[[ Provided data open ]]

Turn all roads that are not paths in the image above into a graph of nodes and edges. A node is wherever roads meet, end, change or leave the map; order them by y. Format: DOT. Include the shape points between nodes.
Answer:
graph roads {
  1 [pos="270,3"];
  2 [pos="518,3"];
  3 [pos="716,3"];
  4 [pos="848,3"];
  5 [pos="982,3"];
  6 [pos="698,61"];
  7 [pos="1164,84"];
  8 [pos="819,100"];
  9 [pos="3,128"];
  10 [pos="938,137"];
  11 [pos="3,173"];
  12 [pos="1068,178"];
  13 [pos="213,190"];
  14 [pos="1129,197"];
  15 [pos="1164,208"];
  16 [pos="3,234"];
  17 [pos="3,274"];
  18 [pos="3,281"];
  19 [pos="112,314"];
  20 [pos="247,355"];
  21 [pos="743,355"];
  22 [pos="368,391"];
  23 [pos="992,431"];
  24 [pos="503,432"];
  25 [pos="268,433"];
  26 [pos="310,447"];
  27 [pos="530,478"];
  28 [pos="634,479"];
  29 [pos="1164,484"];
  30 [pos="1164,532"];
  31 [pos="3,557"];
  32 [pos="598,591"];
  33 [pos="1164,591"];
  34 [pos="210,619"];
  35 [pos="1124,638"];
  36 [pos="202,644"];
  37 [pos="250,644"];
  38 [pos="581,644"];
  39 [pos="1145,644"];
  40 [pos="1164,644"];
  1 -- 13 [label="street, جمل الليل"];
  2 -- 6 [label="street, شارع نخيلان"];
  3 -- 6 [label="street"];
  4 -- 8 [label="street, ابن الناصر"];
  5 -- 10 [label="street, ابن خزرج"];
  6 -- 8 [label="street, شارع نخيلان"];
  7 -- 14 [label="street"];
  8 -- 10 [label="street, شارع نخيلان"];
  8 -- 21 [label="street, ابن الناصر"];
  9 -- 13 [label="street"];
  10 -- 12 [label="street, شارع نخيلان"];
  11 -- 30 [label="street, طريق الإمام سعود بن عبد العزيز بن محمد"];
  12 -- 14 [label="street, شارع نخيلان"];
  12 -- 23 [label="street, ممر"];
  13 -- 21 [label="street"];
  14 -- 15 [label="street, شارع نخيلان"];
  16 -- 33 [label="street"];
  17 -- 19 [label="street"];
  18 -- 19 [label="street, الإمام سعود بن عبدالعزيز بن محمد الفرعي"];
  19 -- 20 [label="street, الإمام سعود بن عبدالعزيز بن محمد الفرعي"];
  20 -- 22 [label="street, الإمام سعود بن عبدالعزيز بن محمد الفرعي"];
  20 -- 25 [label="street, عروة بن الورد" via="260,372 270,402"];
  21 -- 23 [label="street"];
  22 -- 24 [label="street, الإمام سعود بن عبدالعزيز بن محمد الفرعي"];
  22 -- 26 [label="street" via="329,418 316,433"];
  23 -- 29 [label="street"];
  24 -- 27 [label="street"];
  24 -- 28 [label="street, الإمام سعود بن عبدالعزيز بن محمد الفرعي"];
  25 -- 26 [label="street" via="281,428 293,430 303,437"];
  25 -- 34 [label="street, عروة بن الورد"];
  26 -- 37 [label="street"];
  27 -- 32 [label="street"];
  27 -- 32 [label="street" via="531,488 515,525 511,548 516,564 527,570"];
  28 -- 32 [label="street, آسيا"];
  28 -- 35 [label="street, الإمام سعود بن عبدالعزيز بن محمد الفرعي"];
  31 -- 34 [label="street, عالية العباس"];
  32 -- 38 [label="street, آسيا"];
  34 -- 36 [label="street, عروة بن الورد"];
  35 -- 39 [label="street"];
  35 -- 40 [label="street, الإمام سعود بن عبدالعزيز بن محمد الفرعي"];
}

[[ Provided data closed ]]

Problem to solve:
Go through the entries above and pull out each line with "شارع" in it.

Answer:
  2 -- 6 [label="street, شارع نخيلان"];
  6 -- 8 [label="street, شارع نخيلان"];
  8 -- 10 [label="street, شارع نخيلان"];
  10 -- 12 [label="street, شارع نخيلان"];
  12 -- 14 [label="street, شارع نخيلان"];
  14 -- 15 [label="street, شارع نخيلان"];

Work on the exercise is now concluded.